== Task input ==

##########

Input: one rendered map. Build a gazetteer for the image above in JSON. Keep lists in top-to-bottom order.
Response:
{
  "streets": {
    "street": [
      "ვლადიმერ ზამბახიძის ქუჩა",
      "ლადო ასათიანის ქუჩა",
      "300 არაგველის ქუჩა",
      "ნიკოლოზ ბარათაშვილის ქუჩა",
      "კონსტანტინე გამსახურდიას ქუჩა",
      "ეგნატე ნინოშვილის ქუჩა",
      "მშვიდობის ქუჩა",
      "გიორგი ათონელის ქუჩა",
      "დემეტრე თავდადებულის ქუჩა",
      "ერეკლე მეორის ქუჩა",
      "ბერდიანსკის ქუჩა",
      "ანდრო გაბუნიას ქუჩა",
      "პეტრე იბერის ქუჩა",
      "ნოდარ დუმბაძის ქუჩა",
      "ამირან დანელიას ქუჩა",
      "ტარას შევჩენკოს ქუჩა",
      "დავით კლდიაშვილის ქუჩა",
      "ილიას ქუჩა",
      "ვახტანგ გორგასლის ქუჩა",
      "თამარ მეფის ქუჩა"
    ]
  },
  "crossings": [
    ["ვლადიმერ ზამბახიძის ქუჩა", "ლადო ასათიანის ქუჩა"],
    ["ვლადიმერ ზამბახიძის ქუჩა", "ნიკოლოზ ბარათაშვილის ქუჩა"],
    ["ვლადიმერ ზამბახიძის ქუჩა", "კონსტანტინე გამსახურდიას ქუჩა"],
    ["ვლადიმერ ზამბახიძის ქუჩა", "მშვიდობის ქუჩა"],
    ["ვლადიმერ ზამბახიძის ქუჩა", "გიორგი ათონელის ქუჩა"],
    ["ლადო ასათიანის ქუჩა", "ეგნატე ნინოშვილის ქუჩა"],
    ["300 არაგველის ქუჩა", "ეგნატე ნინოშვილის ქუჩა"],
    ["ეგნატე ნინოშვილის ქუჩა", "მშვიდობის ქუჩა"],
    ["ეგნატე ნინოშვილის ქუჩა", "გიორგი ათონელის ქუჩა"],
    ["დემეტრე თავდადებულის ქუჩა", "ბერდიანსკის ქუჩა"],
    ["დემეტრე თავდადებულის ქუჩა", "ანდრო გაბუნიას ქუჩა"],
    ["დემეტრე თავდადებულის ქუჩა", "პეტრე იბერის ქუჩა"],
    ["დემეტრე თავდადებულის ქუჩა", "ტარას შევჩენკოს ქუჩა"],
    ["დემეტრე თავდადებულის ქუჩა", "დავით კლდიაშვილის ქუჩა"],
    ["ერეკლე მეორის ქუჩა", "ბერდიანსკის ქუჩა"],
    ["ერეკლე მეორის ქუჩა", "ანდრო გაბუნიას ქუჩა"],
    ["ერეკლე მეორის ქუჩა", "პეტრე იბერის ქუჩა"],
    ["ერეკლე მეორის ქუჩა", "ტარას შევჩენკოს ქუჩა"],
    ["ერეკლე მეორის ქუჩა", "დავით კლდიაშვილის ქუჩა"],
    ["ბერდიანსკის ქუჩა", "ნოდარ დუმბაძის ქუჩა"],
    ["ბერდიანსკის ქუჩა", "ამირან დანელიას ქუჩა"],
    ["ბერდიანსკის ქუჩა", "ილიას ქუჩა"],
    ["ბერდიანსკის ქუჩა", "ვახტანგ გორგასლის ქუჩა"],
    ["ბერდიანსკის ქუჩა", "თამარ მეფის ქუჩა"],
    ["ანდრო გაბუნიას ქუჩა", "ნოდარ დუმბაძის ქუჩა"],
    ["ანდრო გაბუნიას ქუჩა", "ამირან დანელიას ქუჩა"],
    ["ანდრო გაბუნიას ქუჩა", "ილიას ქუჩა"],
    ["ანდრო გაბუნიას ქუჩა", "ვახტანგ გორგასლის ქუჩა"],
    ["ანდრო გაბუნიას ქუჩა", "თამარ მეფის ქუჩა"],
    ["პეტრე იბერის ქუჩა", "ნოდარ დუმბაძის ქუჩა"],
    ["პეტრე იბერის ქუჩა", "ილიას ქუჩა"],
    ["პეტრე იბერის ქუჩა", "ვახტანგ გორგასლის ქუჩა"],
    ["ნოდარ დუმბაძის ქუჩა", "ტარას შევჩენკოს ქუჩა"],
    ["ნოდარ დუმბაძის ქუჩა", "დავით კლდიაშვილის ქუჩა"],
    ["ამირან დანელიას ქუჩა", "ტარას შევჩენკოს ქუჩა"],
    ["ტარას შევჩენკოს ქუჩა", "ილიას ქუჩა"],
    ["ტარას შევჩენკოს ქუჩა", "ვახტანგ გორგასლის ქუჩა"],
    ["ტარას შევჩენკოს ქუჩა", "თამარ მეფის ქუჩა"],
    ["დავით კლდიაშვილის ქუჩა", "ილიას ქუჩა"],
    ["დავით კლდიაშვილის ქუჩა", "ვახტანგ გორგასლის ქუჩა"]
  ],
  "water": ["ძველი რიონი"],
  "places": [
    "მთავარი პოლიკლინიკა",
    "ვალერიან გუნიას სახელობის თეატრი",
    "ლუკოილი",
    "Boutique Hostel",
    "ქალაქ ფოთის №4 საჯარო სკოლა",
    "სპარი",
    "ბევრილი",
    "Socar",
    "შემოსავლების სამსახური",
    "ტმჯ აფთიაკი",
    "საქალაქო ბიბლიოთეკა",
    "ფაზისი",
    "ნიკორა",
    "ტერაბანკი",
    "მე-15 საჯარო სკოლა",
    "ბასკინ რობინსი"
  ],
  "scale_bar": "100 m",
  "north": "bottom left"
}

##########

== Goal of the exercise ==
Throughout the data above, report every line that contains the string "გიორგი".

== Output of the task ==
      "გიორგი ათონელის ქუჩა",
    ["ვლადიმერ ზამბახიძის ქუჩა", "გიორგი ათონელის ქუჩა"],
    ["ეგნატე ნინოშვილის ქუჩა", "გიორგი ათონელის ქუჩა"],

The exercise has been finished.